戦後、当該地は旧新興製作所の社有地となったが、同社が移転して以降は荒れるに任せたまま放置されている。さらに、現在は所有者が存在しない状態になっており、災害時や景観上の不安も高まっている。仮に来館者が新図書館の理念が宿る由緒あるこの地が廃墟と化している現実を知った際の落胆は思いに余りある。

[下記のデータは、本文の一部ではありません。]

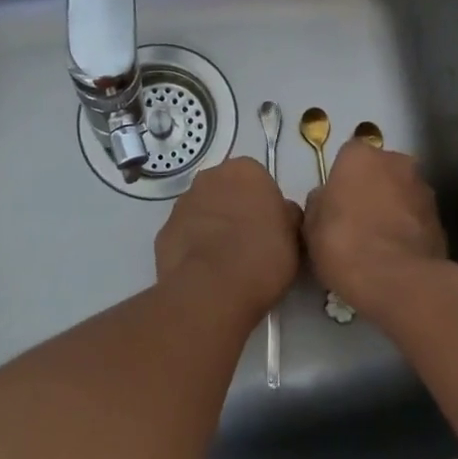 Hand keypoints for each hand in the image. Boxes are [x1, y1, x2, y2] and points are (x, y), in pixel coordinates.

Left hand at [154, 156, 300, 319]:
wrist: (211, 289)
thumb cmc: (262, 255)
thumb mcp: (294, 236)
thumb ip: (288, 216)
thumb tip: (283, 214)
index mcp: (245, 170)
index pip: (258, 180)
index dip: (265, 205)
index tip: (270, 229)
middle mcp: (209, 177)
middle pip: (227, 190)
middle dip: (236, 210)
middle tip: (249, 242)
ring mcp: (182, 203)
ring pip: (203, 211)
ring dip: (213, 227)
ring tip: (226, 262)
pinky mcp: (163, 231)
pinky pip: (185, 235)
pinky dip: (193, 247)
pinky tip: (205, 271)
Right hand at [303, 140, 447, 318]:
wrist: (396, 280)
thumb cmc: (344, 243)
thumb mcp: (312, 225)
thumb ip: (320, 203)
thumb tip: (327, 199)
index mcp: (361, 156)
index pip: (348, 156)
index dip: (342, 179)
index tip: (336, 203)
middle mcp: (397, 162)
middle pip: (381, 171)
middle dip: (372, 189)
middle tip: (357, 220)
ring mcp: (424, 190)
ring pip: (403, 193)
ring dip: (393, 209)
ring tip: (378, 242)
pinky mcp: (441, 219)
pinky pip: (417, 219)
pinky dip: (408, 230)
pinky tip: (396, 256) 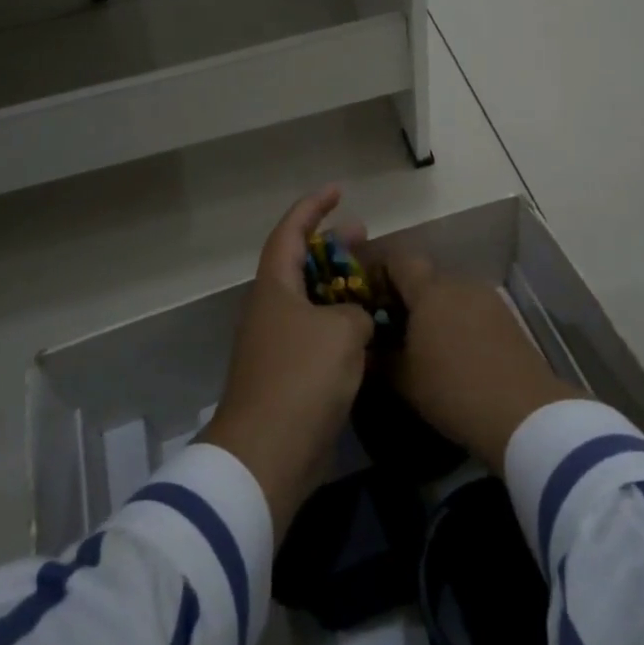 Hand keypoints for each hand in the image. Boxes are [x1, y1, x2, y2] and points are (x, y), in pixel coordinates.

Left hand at [201, 186, 372, 539]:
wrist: (269, 453)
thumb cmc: (302, 377)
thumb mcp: (342, 331)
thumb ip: (355, 312)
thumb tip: (353, 321)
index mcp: (274, 286)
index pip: (291, 231)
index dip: (313, 207)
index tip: (338, 191)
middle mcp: (271, 309)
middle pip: (301, 264)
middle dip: (333, 247)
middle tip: (365, 235)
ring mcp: (278, 344)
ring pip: (312, 302)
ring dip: (341, 289)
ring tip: (374, 283)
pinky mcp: (289, 377)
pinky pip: (317, 337)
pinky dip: (341, 328)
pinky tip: (370, 333)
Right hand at [378, 250, 583, 474]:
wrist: (523, 413)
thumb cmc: (453, 389)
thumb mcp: (403, 379)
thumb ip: (378, 357)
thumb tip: (364, 347)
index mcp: (429, 290)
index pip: (398, 259)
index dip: (378, 270)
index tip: (364, 292)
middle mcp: (459, 284)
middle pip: (425, 277)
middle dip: (405, 295)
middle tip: (388, 323)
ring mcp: (487, 299)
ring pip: (450, 294)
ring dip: (433, 310)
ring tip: (420, 342)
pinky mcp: (507, 319)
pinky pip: (471, 310)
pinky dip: (456, 322)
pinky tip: (452, 352) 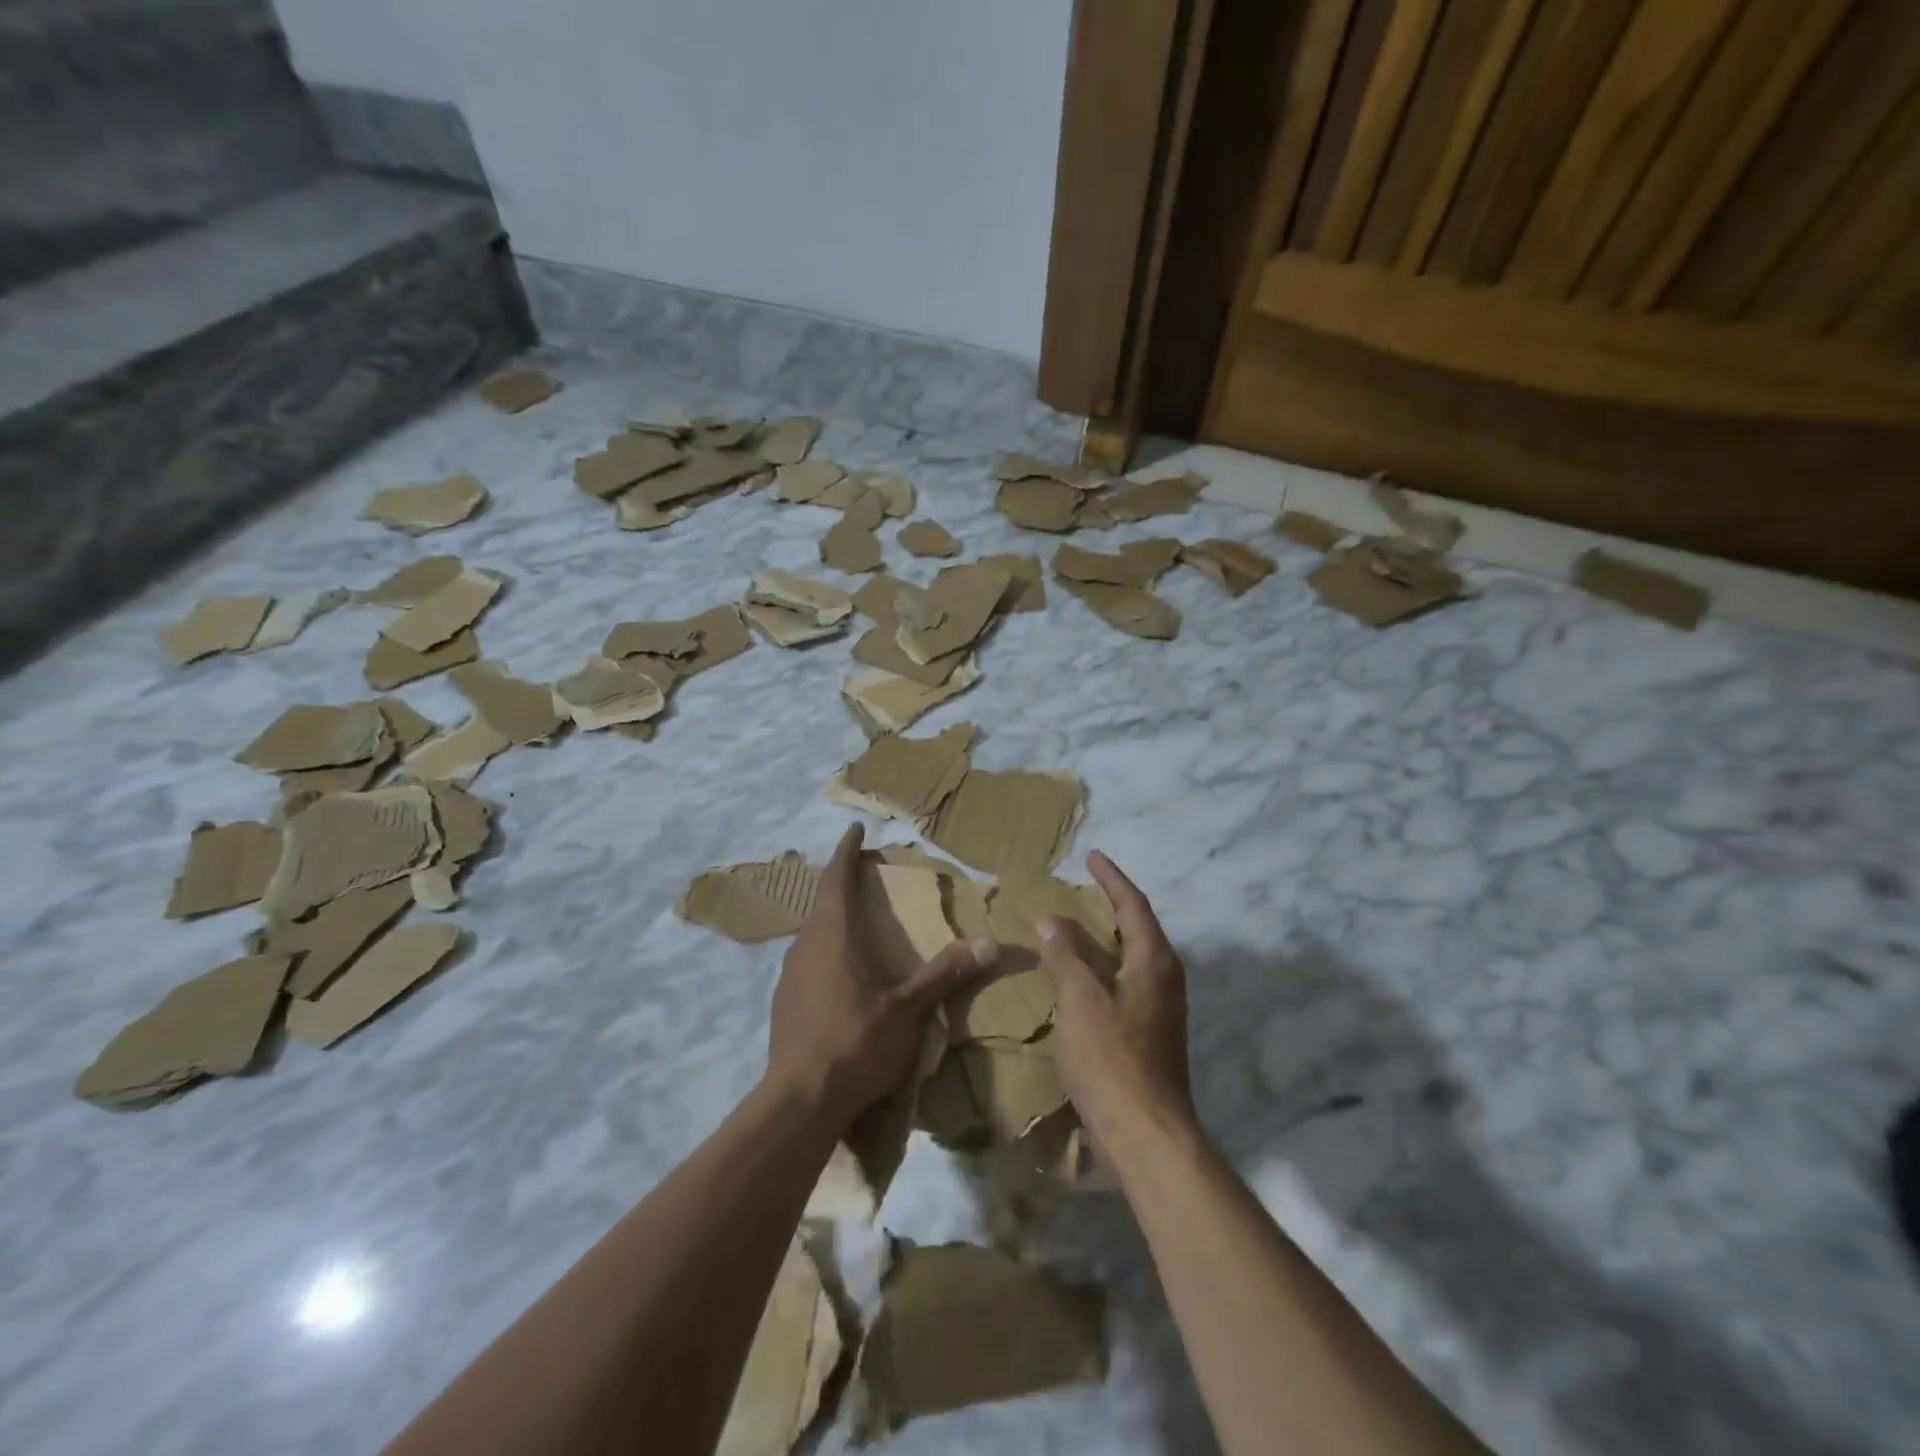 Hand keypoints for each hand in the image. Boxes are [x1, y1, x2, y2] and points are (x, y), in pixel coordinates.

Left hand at [768, 824, 990, 1129]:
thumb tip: (991, 943)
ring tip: (858, 926)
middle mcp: (805, 946)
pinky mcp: (783, 1003)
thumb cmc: (856, 1042)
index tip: (855, 832)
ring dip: (833, 922)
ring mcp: (789, 975)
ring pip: (813, 935)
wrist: (799, 1102)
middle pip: (823, 904)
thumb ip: (946, 973)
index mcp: (834, 935)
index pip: (837, 879)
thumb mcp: (909, 1009)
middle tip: (866, 879)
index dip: (846, 853)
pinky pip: (807, 962)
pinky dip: (826, 953)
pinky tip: (842, 977)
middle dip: (843, 886)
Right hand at [1039, 851, 1193, 1142]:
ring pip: (1135, 957)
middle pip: (1139, 928)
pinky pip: (1129, 981)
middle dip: (1113, 905)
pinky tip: (1084, 979)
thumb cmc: (1112, 1059)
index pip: (1133, 905)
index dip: (1112, 878)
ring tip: (1080, 928)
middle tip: (1085, 888)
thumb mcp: (1080, 1000)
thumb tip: (1052, 919)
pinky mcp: (1154, 1034)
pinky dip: (1106, 967)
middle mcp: (1166, 978)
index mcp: (1154, 961)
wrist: (1148, 1135)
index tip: (1093, 856)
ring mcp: (1163, 1009)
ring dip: (1109, 937)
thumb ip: (1065, 955) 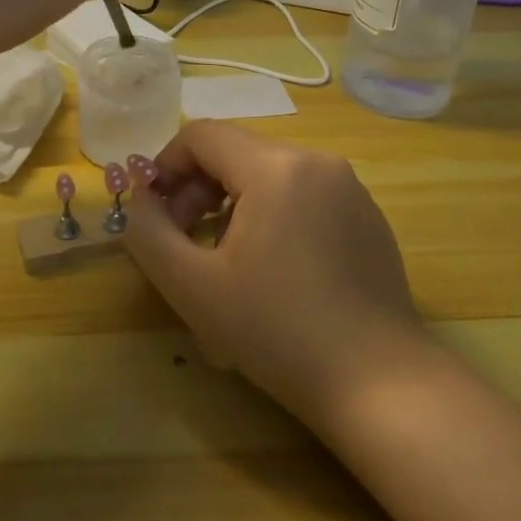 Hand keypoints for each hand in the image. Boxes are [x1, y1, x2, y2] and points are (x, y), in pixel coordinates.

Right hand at [124, 122, 429, 430]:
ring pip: (269, 175)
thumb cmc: (277, 331)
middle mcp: (317, 162)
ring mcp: (349, 189)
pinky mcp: (368, 218)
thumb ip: (149, 232)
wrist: (380, 384)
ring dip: (231, 205)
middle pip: (236, 153)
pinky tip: (271, 272)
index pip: (202, 136)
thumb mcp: (192, 286)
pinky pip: (302, 197)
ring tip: (223, 262)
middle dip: (197, 189)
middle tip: (183, 240)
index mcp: (276, 167)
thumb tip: (141, 199)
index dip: (165, 165)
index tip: (153, 210)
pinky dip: (271, 217) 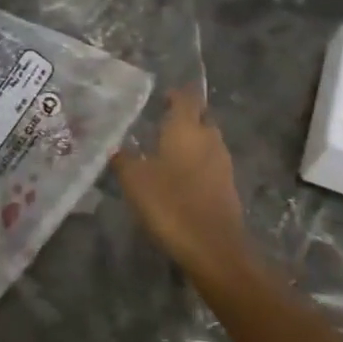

新花巻図書館の開館に合わせ、いわゆる「新興跡地」の改修を進めてほしい。
・新花巻図書館の開館時における館長は庁内人事のたらい回しではなく、広い知見を有する人材を求めるために「公募制」を導入してほしい。
《パブコメ第3弾》~当地ゆかりの現役作家コーナーの設置について
平成14年4月、市文化会館で宮崎駿監督のアニメ作品「千と千尋の神隠し」が上映されるのに合わせ、隣接する図書館で「柏葉幸子童話作品展」が開催された。主催した「『花巻に映画の灯を再び』市民の会」は益金の一部で『ミラクル・ファミリ-』や『地下室からのふしぎな旅』、『ざしきわらし 一太郎の修学旅行』、『モンスタ-・ホテル』シリ-ズなど柏葉作品を購入し、図書館に寄贈した。それらの作品はいま、こども室のコーナーに並べられているはずである。
第15回講談社児童文学新人賞を受賞した『霧のむこうのふしぎな町』(1975年)は「千と千尋…」の下敷きになったことでも知られる。柏葉さんの作家活動はめざましく、『つづきの図書館』(2010年)は第59回小学館児童出版文化大賞、『岬のマヨイガ』(2016年)は野間児童文芸賞に輝いている。さらに、3年前には『帰命寺横丁の夏』が米国で出版された最も優れた児童書に贈られる「米バチェルダー賞」を受賞。ドイツ、韓国、ロシア、インドネシアの各国で翻訳出版されている。
そんな矢先に飛び込んできたのが当市在住の阿部暁子さんの作品『カフネ』が本屋大賞を受賞したというビッグニュースである。このほかにも地道な作家活動を続けている人もおり、人材発掘を兼ねた「現役作家コーナー」をぜひ、設置してほしい。
《パブコメ第4弾》~「駅前立地」に至る経緯の記述について
・「花巻市立地適正化計画」(平成28年6月策定)によると、都市機能誘導区域内における事業として「生涯学園都市会館(まなび学園)周辺への『図書館(複合)』の移転・整備事業」が挙げられている。
・一方、「新花巻図書館整備基本構想」(平成29年8月)では「『都市機能誘導区域』に整備することとし…候補地を数箇所選定した上で、基本計画において場所を定める」としている。
以上の記述について、①わずか1年足らずの間に建設場所がまなび学園周辺から『数箇所』に拡大された理由は何か、②今回、対話型市民会議が「駅前立地」を決定する以前に市側は複数の建設候補地の中から、「駅前」を第1候補に挙げた経緯がある。事業主体である市側が当該地を立地の最有力候補地として、位置付けた理由は何か。
この2点について、市民が理解できるように「整備基本計画」の中に明記してほしい。